(Dataset entries)
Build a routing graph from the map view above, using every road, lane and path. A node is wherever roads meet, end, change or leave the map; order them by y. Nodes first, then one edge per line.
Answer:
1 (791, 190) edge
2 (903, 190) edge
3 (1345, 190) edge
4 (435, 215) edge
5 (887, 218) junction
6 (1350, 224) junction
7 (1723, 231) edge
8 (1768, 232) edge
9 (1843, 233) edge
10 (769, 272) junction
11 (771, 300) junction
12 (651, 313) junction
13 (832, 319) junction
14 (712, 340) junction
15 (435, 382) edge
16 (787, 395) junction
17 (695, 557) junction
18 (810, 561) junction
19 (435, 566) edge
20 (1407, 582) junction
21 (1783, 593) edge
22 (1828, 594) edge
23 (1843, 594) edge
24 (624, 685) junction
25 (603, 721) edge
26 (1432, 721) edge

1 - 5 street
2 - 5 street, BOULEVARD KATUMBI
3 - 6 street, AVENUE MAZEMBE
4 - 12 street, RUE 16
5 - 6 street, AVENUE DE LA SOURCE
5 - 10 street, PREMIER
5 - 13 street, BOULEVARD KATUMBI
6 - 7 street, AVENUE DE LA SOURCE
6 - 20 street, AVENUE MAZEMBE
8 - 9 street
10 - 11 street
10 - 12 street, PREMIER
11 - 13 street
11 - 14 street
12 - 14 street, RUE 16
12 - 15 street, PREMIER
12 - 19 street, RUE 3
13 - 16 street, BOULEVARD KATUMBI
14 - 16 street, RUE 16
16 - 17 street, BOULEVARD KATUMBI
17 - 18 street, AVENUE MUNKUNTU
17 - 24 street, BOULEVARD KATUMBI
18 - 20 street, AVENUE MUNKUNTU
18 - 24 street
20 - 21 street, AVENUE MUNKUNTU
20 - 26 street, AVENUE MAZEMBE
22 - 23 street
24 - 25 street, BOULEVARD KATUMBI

• Task objective
Take every line above that includes "BOULEVARD" and list it.

• Answer space
2 - 5 street, BOULEVARD KATUMBI
5 - 13 street, BOULEVARD KATUMBI
13 - 16 street, BOULEVARD KATUMBI
16 - 17 street, BOULEVARD KATUMBI
17 - 24 street, BOULEVARD KATUMBI
24 - 25 street, BOULEVARD KATUMBI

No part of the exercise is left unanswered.